• _Task to carry out_:
State the number of lines in the following data that include the word "POPOCATEPETL", with no other text.

• _Source data_:
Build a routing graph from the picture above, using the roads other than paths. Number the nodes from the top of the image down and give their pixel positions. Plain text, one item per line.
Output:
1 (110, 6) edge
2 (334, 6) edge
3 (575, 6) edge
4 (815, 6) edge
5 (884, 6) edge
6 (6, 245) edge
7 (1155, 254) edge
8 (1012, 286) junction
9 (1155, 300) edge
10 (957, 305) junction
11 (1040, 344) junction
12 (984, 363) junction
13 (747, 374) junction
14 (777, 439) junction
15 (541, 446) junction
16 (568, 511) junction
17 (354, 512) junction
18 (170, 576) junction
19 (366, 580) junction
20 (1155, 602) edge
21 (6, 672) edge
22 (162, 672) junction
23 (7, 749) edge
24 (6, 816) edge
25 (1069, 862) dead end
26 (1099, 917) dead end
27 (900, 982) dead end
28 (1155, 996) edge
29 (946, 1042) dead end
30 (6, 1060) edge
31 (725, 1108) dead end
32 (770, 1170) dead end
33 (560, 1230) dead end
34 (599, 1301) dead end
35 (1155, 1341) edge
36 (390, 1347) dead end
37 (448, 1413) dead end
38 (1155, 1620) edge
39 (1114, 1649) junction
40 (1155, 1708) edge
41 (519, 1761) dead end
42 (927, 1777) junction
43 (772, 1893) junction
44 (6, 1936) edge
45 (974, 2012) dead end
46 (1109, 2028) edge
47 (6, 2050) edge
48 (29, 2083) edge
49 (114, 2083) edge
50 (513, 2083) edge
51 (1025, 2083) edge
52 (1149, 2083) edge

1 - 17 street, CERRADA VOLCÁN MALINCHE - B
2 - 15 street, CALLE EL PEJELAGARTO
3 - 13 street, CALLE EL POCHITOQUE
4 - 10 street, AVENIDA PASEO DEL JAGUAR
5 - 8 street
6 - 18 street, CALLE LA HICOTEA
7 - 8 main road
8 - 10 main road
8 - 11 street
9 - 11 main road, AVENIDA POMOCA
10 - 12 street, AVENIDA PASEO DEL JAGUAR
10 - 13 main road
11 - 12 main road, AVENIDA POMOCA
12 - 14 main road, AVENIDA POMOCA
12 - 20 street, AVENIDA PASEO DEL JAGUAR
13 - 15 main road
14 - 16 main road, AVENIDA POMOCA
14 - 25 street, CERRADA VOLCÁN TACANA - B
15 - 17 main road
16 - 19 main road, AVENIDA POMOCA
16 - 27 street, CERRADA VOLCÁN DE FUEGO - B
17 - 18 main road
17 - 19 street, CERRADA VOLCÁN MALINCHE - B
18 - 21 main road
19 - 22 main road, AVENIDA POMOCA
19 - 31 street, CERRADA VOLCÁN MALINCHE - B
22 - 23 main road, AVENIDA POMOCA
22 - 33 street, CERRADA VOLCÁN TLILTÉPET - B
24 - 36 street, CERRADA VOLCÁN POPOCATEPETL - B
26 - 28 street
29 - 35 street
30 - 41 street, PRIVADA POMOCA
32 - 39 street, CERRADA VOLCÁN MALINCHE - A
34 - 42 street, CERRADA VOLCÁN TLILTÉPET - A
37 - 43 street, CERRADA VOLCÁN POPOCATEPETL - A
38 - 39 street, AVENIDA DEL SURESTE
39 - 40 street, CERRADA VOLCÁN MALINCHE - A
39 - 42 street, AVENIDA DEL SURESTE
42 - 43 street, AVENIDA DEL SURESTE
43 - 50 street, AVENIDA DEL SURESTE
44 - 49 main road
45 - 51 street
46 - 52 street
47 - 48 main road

• _Answer section_:
2